Orbital characteristics
- Epoch 4 September 2017 (JD 2458000.5)
- Uncertainty parameter 0
- Observation arc: 98.67 yr (36,038 days)
- Aphelion: 2.6404 AU
- Perihelion: 2.4299 AU
- Semi-major axis: 2.5352 AU
- Eccentricity: 0.0415
- Orbital period (sidereal): 4.04 yr (1,474 days)
- Mean anomaly: 285.64°
- Mean motion: 0° 14^{m} 39.12^{s} / day
- Inclination: 4.7865°
- Longitude of ascending node: 35.528°
- Argument of perihelion: 64.085°

Physical characteristics
- Dimensions: 11.83±0.86 km 11.834±0.122 km 12.634±0.103 km 13.26±0.53 km 13.58 km (calculated)
- Synodic rotation period: 257±30 h
- Geometric albedo: 0.20 (assumed) 0.303±0.038 0.3381±0.0591 0.381±0.058
- Spectral type: S
- Absolute magnitude (H): 11.30 · 11.60±0.44 · 11.7

= 1447 Utra =

Stony asteroid, slow rotator and suspected tumbler

1447 Utra, provisional designation , is a stony asteroid, slow rotator and suspected tumbler from the central region of the asteroid belt, approximately 12 kilometers in diameter. It was discovered on 26 January 1938, by Finnish astronomer Yrjö Väisälä at Turku Observatory in Southwest Finland. The asteroid was named for the Finnish town of Utra (now a part of Joensuu).
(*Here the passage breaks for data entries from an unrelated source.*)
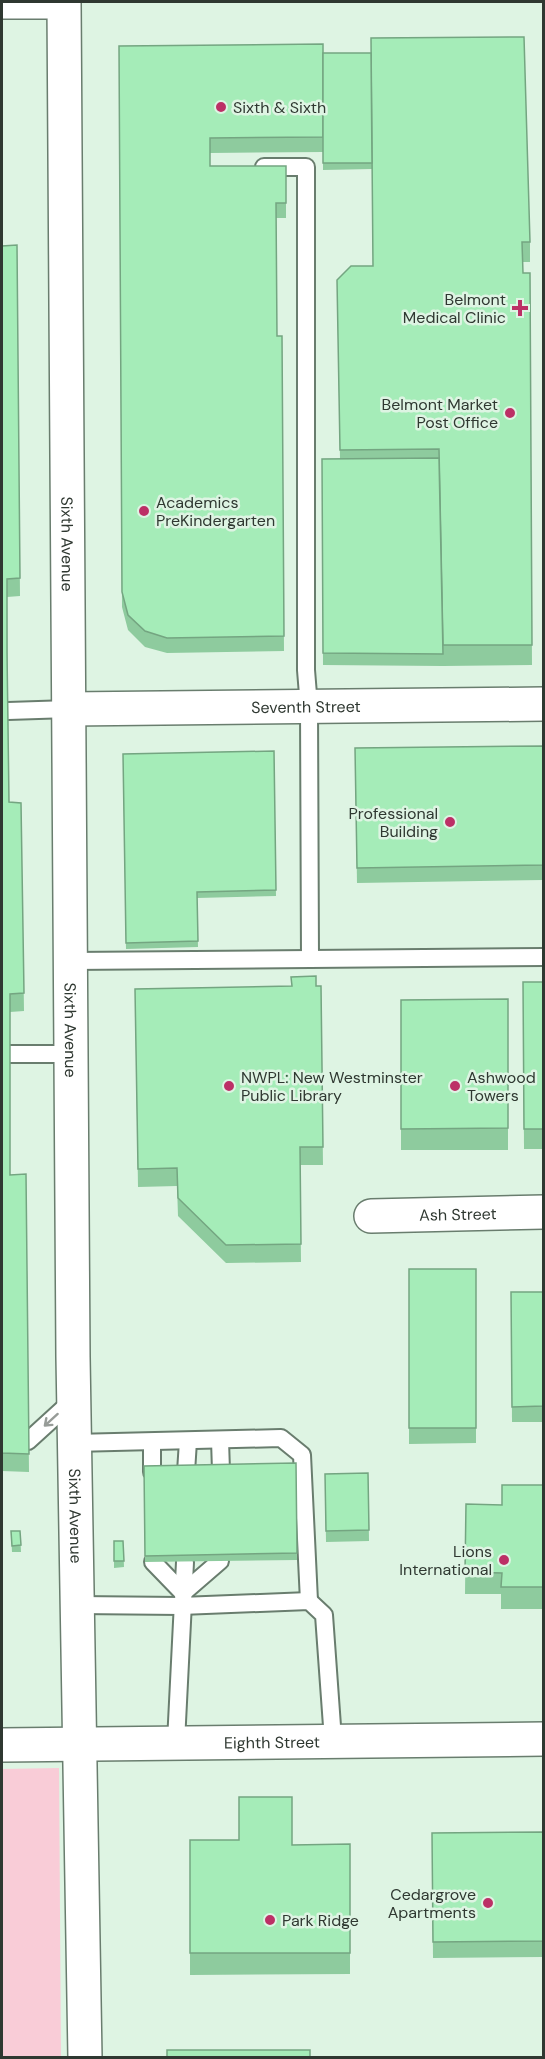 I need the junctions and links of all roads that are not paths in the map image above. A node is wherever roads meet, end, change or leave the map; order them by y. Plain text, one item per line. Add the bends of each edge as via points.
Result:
1 (2, 2) edge
2 (47, 2) edge
3 (64, 2) edge
4 (242, 168) edge
5 (543, 704) edge
6 (309, 707) junction
7 (69, 709) junction
8 (8, 711) edge
9 (543, 957) edge
10 (310, 959) junction
11 (71, 961) junction
12 (10, 1054) edge
13 (72, 1054) junction
14 (543, 1212) edge
15 (371, 1216) dead end
16 (74, 1399) junction
17 (220, 1440) junction
18 (28, 1441) edge
19 (188, 1441) junction
20 (152, 1442) junction
21 (74, 1443) junction
22 (221, 1471) edge
23 (153, 1472) edge
24 (186, 1472) edge
25 (220, 1561) edge
26 (153, 1562) edge
27 (185, 1562) edge
28 (182, 1599) junction
29 (309, 1601) junction
30 (77, 1605) junction
31 (543, 1738) edge
32 (333, 1740) junction
33 (176, 1742) junction
34 (80, 1743) junction
35 (2, 1745) edge
36 (85, 2058) edge

1 - 2 street
3 - 7 street, Sixth Avenue
4 - 6 lane via 306,167
5 - 6 street, Seventh Street
6 - 7 street, Seventh Street
6 - 10 lane
7 - 8 lane
7 - 11 street, Sixth Avenue
9 - 10 lane
10 - 11 lane
11 - 13 street, Sixth Avenue
12 - 13 lane
13 - 16 street, Sixth Avenue
14 - 15 street, Ash Street
16 -> 18 lane
16 - 21 street, Sixth Avenue
17 - 19 lane
17 - 22 lane
17 - 29 lane via 281,1438 302,1455
19 - 20 lane
19 - 24 lane
20 - 21 lane
20 - 23 lane
21 - 30 street, Sixth Avenue
25 - 28 lane
26 - 28 lane
27 - 28 lane
28 - 29 lane
28 - 30 lane
28 - 33 lane
29 - 32 lane via 324,1615
30 - 34 street, Sixth Avenue
31 - 32 street, Eighth Street
32 - 33 street, Eighth Street
33 - 34 street, Eighth Street
34 - 35 street, Eighth Street
34 - 36 street, Sixth Avenue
== Orbit and classification ==

Utra is a S-type asteroid. It orbits the Sun in the central main-belt at a distance of 2.4–2.6 AU once every 4.04 years (1,474 days). Its orbit has an eccentricity of 0.04 and an inclination of 5° with respect to the ecliptic. Utra was first identified as at Heidelberg Observatory in 1918. The body's observation arc begins with its official discovery observation at Turku in 1938.
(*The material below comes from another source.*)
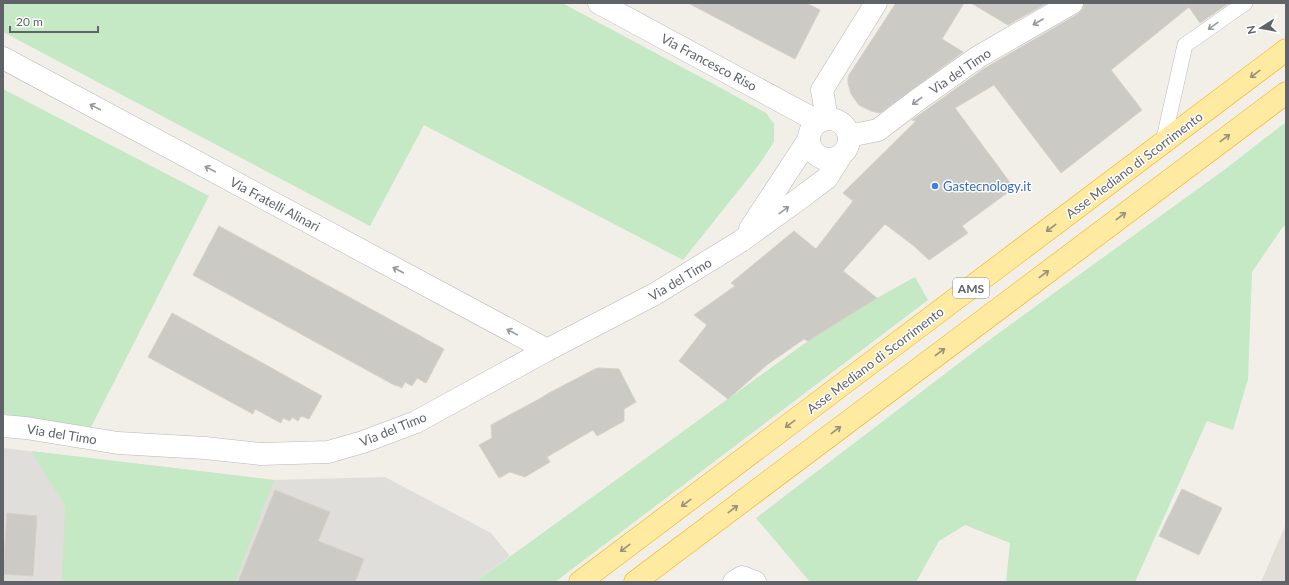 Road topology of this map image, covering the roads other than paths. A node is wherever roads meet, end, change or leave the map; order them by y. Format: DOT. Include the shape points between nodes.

== Physical characteristics ==

=== Slow rotator ===

In March 2011, a rotational lightcurve of Utra was obtained from photometric observations by astronomer Luis E. Martinez. Lightcurve analysis gave a long rotation period of 257 hours with a brightness variation of 0.63 magnitude (U=2). This slow rotator is also a suspected tumbler (T0).

=== Diameter and albedo ===

According to the surveys carried out by the Japanese Akari satellite and NASA's Wide-field Infrared Survey Explorer with its subsequent NEOWISE mission, Utra measures between 11.83 and 13.26 kilometers in diameter, and its surface has an albedo between 0.303 and 0.381. The Collaborative Asteroid Lightcurve Link assumes a standard albedo for stony asteroids of 0.20 and calculates a diameter of 13.58 kilometers with an absolute magnitude of 11.7.

== Naming ==

This minor planet was named for Utra, a northeastern Finnish town and birthplace of the discoverer. The official was published by the Minor Planet Center on 30 January 1964 (M.P.C. 2277).